======== Supplied records

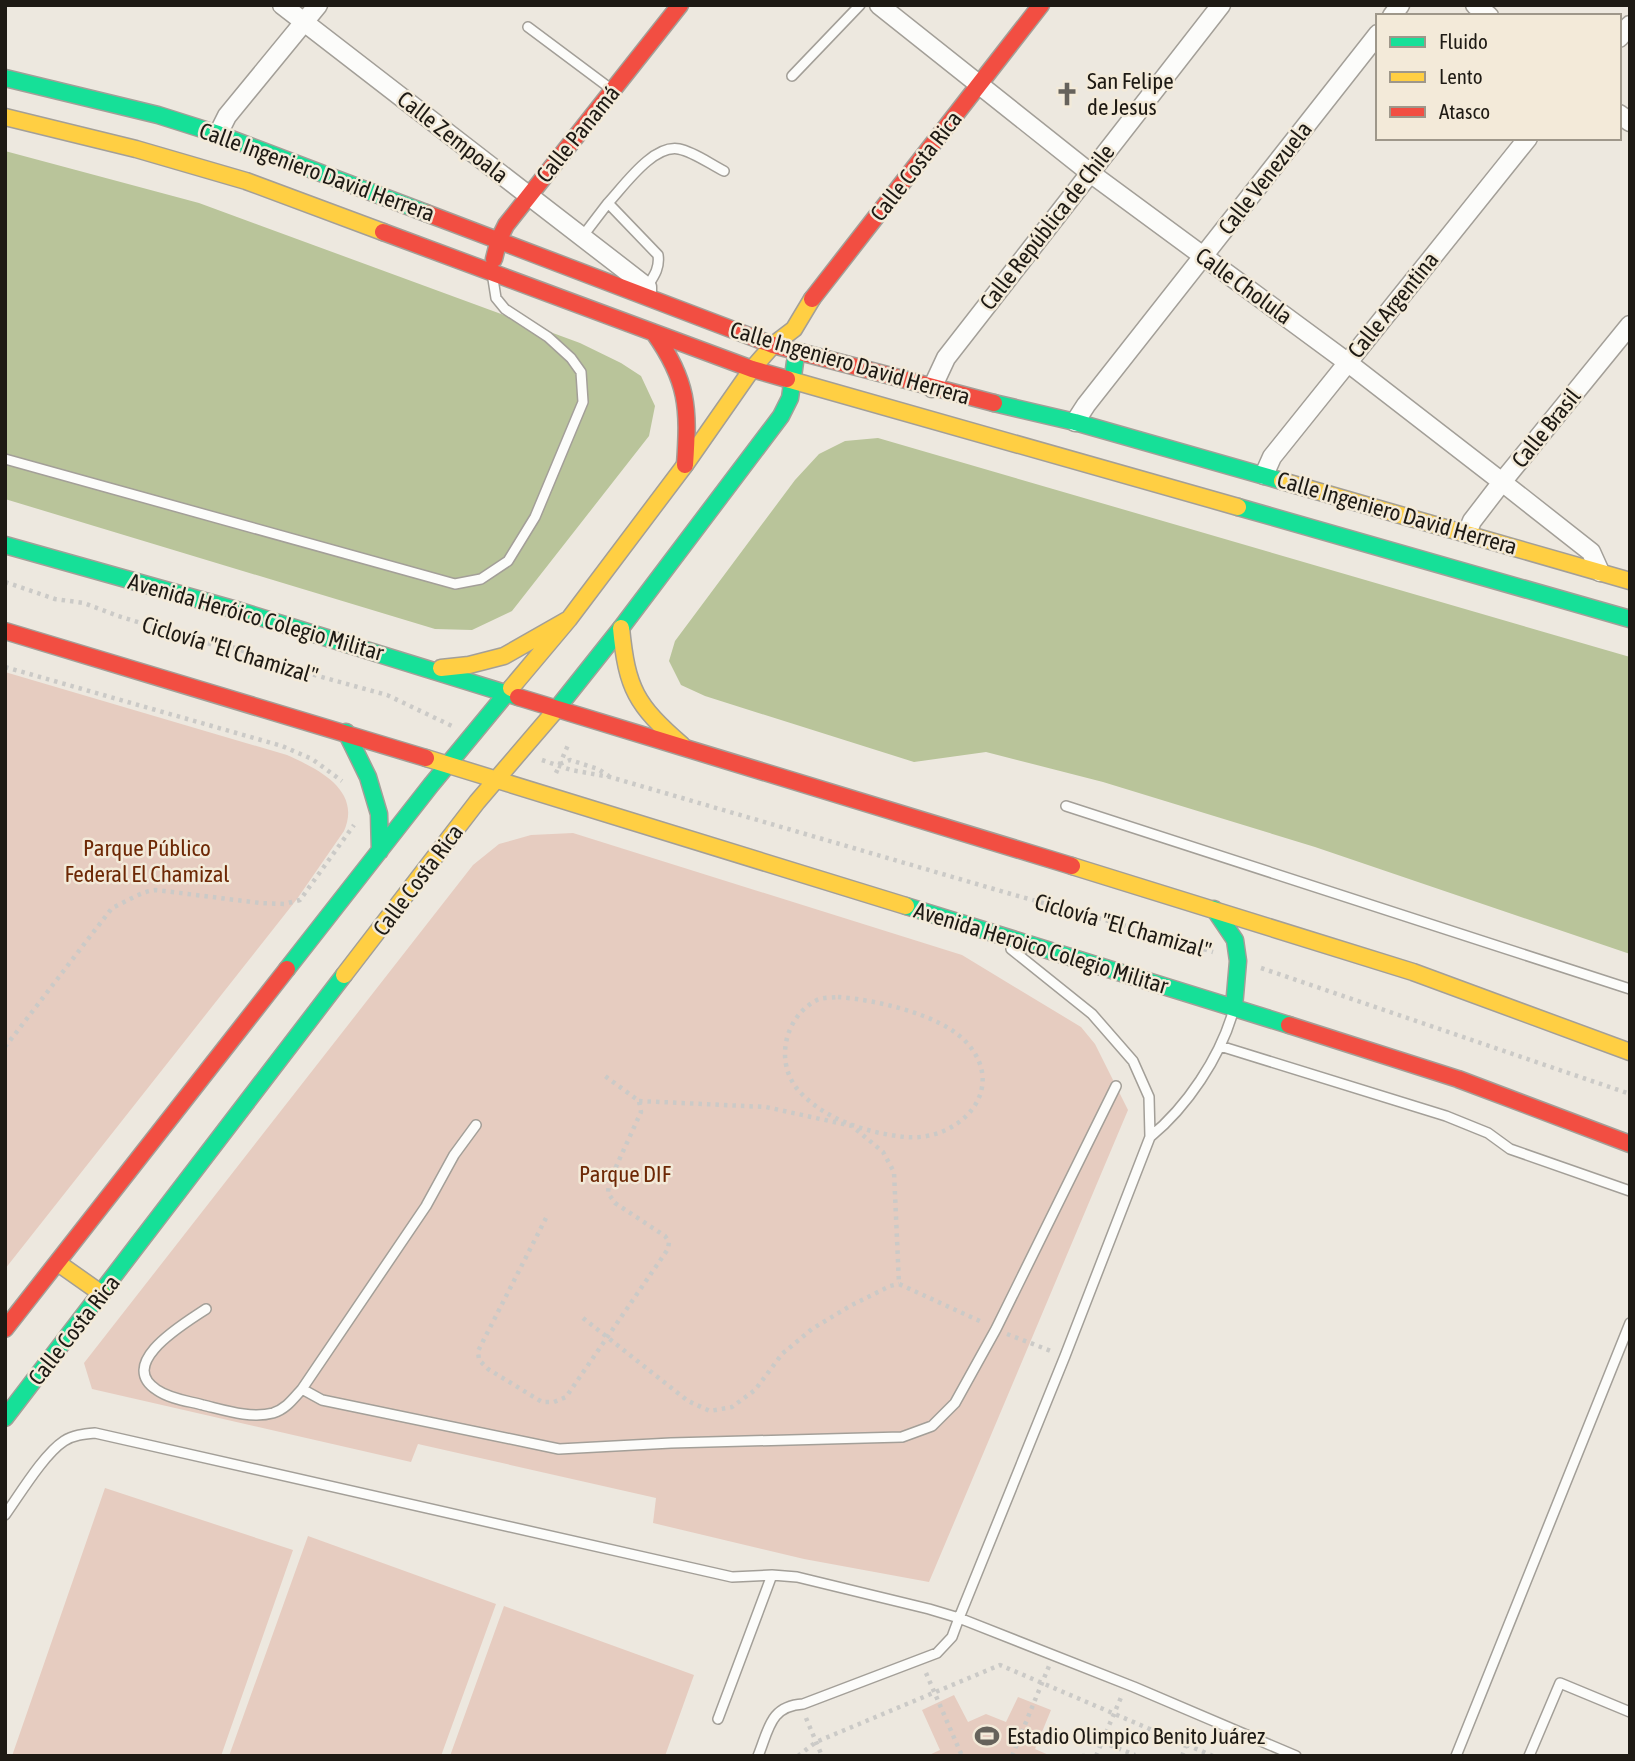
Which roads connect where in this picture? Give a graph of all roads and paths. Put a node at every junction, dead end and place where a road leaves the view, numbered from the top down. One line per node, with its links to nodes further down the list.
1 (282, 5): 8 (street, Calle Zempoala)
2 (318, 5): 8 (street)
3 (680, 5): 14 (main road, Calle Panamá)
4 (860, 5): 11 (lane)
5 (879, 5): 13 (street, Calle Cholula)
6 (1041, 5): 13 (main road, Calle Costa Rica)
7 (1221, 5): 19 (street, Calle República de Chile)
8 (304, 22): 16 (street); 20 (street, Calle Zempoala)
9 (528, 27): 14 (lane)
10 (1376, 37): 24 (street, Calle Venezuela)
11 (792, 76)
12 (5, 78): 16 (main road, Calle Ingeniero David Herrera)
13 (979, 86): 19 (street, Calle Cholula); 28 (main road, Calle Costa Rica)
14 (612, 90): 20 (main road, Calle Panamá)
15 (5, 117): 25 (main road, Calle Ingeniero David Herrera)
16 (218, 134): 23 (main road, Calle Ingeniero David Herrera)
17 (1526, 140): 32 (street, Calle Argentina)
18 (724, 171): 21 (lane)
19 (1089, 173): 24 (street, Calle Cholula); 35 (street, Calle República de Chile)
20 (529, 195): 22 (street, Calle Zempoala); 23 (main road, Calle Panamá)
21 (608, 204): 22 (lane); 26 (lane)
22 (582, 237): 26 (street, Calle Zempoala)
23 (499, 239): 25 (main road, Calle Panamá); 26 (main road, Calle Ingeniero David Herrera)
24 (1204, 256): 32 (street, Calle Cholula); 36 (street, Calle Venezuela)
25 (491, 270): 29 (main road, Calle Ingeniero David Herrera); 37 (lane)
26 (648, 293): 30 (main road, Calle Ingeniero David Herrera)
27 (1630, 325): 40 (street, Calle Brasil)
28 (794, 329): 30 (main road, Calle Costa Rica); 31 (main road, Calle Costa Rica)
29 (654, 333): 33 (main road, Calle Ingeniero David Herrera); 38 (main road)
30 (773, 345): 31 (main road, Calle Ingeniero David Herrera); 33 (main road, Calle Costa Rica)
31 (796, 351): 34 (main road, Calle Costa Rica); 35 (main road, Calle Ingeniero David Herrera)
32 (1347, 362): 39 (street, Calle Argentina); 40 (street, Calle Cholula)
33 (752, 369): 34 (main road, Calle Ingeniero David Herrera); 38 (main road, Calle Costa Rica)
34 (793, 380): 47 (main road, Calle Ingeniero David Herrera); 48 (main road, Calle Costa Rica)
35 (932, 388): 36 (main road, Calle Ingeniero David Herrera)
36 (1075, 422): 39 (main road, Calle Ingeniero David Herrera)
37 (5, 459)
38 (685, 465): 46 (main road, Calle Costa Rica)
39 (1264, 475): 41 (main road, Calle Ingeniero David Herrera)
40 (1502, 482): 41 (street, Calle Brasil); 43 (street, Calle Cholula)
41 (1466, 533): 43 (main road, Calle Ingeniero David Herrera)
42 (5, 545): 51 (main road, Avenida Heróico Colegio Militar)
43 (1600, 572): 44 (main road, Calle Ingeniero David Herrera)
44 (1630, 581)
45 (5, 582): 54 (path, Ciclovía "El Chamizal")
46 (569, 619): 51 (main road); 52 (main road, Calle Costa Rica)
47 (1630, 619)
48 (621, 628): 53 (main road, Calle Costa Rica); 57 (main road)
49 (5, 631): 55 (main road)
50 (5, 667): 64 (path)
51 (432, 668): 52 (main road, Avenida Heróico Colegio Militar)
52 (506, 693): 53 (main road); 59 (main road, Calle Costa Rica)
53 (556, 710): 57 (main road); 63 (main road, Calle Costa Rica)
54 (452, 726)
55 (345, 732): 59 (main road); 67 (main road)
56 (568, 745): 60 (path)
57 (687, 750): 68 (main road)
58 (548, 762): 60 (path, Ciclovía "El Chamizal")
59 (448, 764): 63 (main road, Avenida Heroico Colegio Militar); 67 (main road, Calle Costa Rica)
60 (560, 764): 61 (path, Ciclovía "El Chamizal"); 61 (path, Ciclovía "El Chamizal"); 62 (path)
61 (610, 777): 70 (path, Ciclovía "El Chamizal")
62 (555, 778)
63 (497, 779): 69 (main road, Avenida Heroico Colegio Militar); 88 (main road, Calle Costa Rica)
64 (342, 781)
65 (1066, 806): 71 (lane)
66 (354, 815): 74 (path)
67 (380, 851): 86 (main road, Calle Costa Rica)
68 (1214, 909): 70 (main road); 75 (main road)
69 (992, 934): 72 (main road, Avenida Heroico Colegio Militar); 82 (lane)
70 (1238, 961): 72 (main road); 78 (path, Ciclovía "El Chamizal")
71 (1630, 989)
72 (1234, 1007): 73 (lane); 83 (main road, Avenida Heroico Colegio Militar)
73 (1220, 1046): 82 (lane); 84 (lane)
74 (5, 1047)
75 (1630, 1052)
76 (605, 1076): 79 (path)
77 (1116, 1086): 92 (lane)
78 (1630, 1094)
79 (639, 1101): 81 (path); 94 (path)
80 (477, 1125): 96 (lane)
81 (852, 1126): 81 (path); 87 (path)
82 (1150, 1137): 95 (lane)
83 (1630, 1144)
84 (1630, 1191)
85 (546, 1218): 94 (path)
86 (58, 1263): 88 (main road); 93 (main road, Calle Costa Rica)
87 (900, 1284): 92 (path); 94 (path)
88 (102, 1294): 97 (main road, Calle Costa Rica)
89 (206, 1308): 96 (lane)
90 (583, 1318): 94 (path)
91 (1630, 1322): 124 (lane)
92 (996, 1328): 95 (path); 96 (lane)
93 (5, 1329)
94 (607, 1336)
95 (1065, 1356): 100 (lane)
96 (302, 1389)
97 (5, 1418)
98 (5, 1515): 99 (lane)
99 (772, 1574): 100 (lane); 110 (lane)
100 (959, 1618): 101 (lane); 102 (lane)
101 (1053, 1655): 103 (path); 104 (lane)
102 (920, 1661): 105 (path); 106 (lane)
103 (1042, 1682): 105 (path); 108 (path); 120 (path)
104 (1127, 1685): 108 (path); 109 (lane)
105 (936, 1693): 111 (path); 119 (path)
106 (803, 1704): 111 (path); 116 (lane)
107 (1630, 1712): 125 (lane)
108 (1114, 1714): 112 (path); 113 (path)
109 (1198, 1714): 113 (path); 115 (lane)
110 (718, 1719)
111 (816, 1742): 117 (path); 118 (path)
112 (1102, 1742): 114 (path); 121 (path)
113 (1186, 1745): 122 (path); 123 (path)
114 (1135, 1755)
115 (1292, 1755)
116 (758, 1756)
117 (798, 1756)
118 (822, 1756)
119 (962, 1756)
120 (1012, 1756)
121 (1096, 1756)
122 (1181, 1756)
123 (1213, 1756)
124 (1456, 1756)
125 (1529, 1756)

================

- Work required
Lines with "Zempoala": return each one from the data above.

- Solution to this problem
1 (282, 5): 8 (street, Calle Zempoala)
8 (304, 22): 16 (street); 20 (street, Calle Zempoala)
20 (529, 195): 22 (street, Calle Zempoala); 23 (main road, Calle Panamá)
22 (582, 237): 26 (street, Calle Zempoala)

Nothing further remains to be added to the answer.